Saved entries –
##########

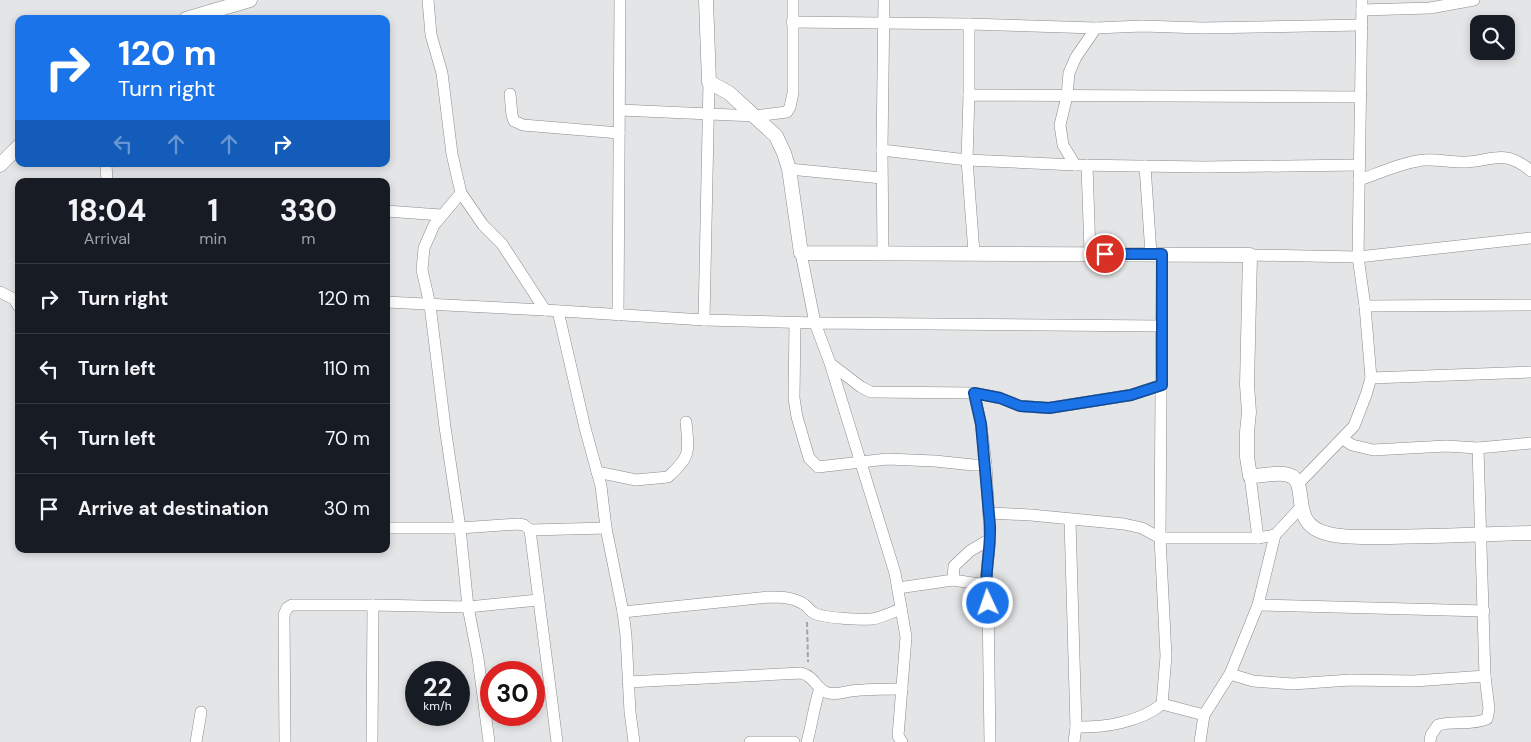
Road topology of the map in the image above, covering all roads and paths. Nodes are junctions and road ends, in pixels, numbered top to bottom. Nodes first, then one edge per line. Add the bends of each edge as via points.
1 (250, 0) edge
2 (428, 0) edge
3 (620, 0) edge
4 (706, 0) edge
5 (793, 0) edge
6 (884, 0) edge
7 (1474, 0) edge
8 (1362, 5) edge
9 (199, 15) edge
10 (792, 22) junction
11 (884, 24) junction
12 (969, 24) junction
13 (1362, 25) junction
14 (1096, 28) junction
15 (709, 82) junction
16 (510, 94) dead end
17 (969, 95) junction
18 (1067, 96) junction
19 (1361, 97) junction
20 (620, 110) junction
21 (708, 113) junction
22 (755, 116) junction
23 (619, 133) junction
24 (15, 150) edge
25 (882, 150) junction
26 (967, 160) junction
27 (0, 165) edge
28 (1075, 165) junction
29 (1087, 165) junction
30 (1359, 165) junction
31 (1145, 166) junction
32 (789, 169) junction
33 (1531, 171) edge
34 (882, 178) junction
35 (1359, 180) junction
36 (461, 193) junction
37 (390, 211) edge
38 (441, 215) junction
39 (1531, 238) edge
40 (801, 253) junction
41 (882, 253) junction
42 (974, 253) junction
43 (1090, 253) junction
44 (1157, 254) junction
45 (1250, 255) junction
46 (1358, 257) junction
47 (0, 292) edge
48 (15, 301) edge
49 (390, 302) edge
50 (430, 305) junction
51 (1531, 305) edge
52 (1365, 306) junction
53 (545, 310) junction
54 (558, 311) junction
55 (618, 315) junction
56 (704, 320) junction
57 (795, 323) junction
58 (815, 323) junction
59 (1162, 326) junction
60 (830, 362) junction
61 (1531, 372) edge
62 (1371, 378) junction
63 (1162, 385) junction
64 (974, 393) junction
65 (686, 422) dead end
66 (1343, 439) junction
67 (1531, 444) edge
68 (1478, 448) junction
69 (861, 462) junction
70 (986, 464) junction
71 (597, 472) junction
72 (1250, 476) junction
73 (1298, 484) junction
74 (1302, 507) junction
75 (989, 513) junction
76 (1070, 520) junction
77 (390, 528) edge
78 (460, 528) junction
79 (606, 528) junction
80 (530, 530) junction
81 (1531, 533) edge
82 (1274, 535) junction
83 (1481, 535) junction
84 (1160, 538) junction
85 (1258, 538) junction
86 (990, 539) junction
87 (953, 580) junction
88 (898, 588) junction
89 (985, 590) junction
90 (538, 600) junction
91 (1258, 604) junction
92 (373, 605) junction
93 (807, 606) junction
94 (468, 607) junction
95 (901, 609) junction
96 (1484, 611) junction
97 (623, 612) junction
98 (1230, 674) junction
99 (809, 675) junction
100 (1485, 676) junction
101 (628, 682) junction
102 (820, 688) junction
103 (902, 690) junction
104 (1162, 704) junction
105 (201, 712) dead end
106 (1204, 715) junction
107 (1076, 727) junction
108 (196, 742) edge
109 (285, 742) edge
110 (372, 742) edge
111 (489, 742) edge
112 (558, 742) edge
113 (634, 742) edge
114 (750, 742) edge
115 (794, 742) edge
116 (807, 742) edge
117 (902, 742) edge
118 (990, 742) edge
119 (1074, 742) edge
120 (1200, 742) edge
121 (1430, 742) edge

1 - 9 street
2 - 36 street via 431,35 442,73 452,154
3 - 20 street
4 - 15 street
5 - 10 street
6 - 11 street
7 - 8 street via 1430,8
8 - 13 street
10 - 11 street
10 - 22 street via 793,93 790,108 787,112
11 - 12 street
11 - 25 street
12 - 14 street
12 - 17 street
13 - 14 street
13 - 19 street
14 - 18 street via 1069,73
15 - 21 street
15 - 22 street via 729,93
16 - 23 street via 514,121 523,125
17 - 18 street
17 - 26 street
18 - 19 street
18 - 28 street via 1060,134
19 - 30 street
20 - 21 street
20 - 23 street
21 - 22 street
21 - 56 street
22 - 32 street via 776,136
23 - 55 street
24 - 27 street
25 - 26 street
25 - 34 street
26 - 28 street
26 - 42 street
28 - 29 street
29 - 31 street
29 - 43 street
30 - 31 street
30 - 35 street
31 - 44 street
32 - 34 street
32 - 40 street
33 - 35 street via 1508,157 1498,156 1464,162 1424,160
34 - 41 street
35 - 46 street
36 - 38 street
36 - 53 street via 483,225 502,244
37 - 38 street
38 - 50 street via 424,248 422,270
39 - 46 street
40 - 41 street
40 - 58 street
41 - 42 street
42 - 43 street
43 - 44 street
44 - 45 street
44 - 59 street
45 - 46 street
45 - 72 street via 1247,384
46 - 52 street
47 - 48 street
49 - 50 street
50 - 53 street
50 - 78 street
51 - 52 street
52 - 62 street
53 - 54 street
54 - 55 street
54 - 71 street
55 - 56 street
56 - 57 street
57 - 58 street
57 - 69 street via 794,398 809,458 818,467
58 - 59 street
58 - 60 street
59 - 63 street
60 - 64 street via 871,392
60 - 69 street
61 - 62 street
62 - 66 street via 1354,426
63 - 64 street via 1131,395 1049,408 1020,406
63 - 84 street
64 - 70 street
65 - 71 street via 687,457 668,477 636,480
66 - 68 street via 1352,445 1373,450 1446,446
66 - 73 street
67 - 68 street
68 - 83 street
69 - 70 street via 887,459
69 - 88 street
70 - 75 street
71 - 79 street
72 - 73 street via 1285,474
72 - 85 street
73 - 74 street
74 - 82 street
74 - 83 street via 1306,522 1312,529 1330,534
75 - 76 street
75 - 86 street
76 - 84 street via 1124,524 1142,528
76 - 107 street
77 - 78 street
78 - 80 street via 518,524
78 - 94 street
79 - 80 street
79 - 97 street
80 - 90 street
81 - 83 street
82 - 85 street
82 - 91 street
83 - 96 street
84 - 85 street
84 - 104 street via 1166,656
86 - 87 street via 954,566
86 - 89 street
87 - 88 street
87 - 89 street via 979,584
88 - 95 street
89 - 118 street via 988,603
90 - 94 street
90 - 112 street
91 - 96 street
91 - 98 street
92 - 94 street
92 - 109 street via 292,605 287,608 284,615
92 - 110 street
93 - 95 street via 813,613 823,616 854,619 873,619
93 - 97 street via 783,597 768,597
93 - 99 path
94 - 111 street
95 - 103 street via 906,637
96 - 100 street
97 - 101 street
98 - 100 street via 1253,681 1293,684
98 - 106 street
99 - 101 street via 790,673
99 - 102 street
100 - 121 street via 1487,719 1438,725
101 - 113 street
102 - 103 street via 834,694
102 - 116 street
103 - 117 street via 898,736
104 - 106 street
104 - 107 street via 1122,722 1096,728
105 - 108 street
106 - 120 street
107 - 119 street
114 - 115 street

##########

Brief – What lines in the entries contain "dead"? Report each one by copying it.

Answer to this task –
16 (510, 94) dead end
65 (686, 422) dead end
105 (201, 712) dead end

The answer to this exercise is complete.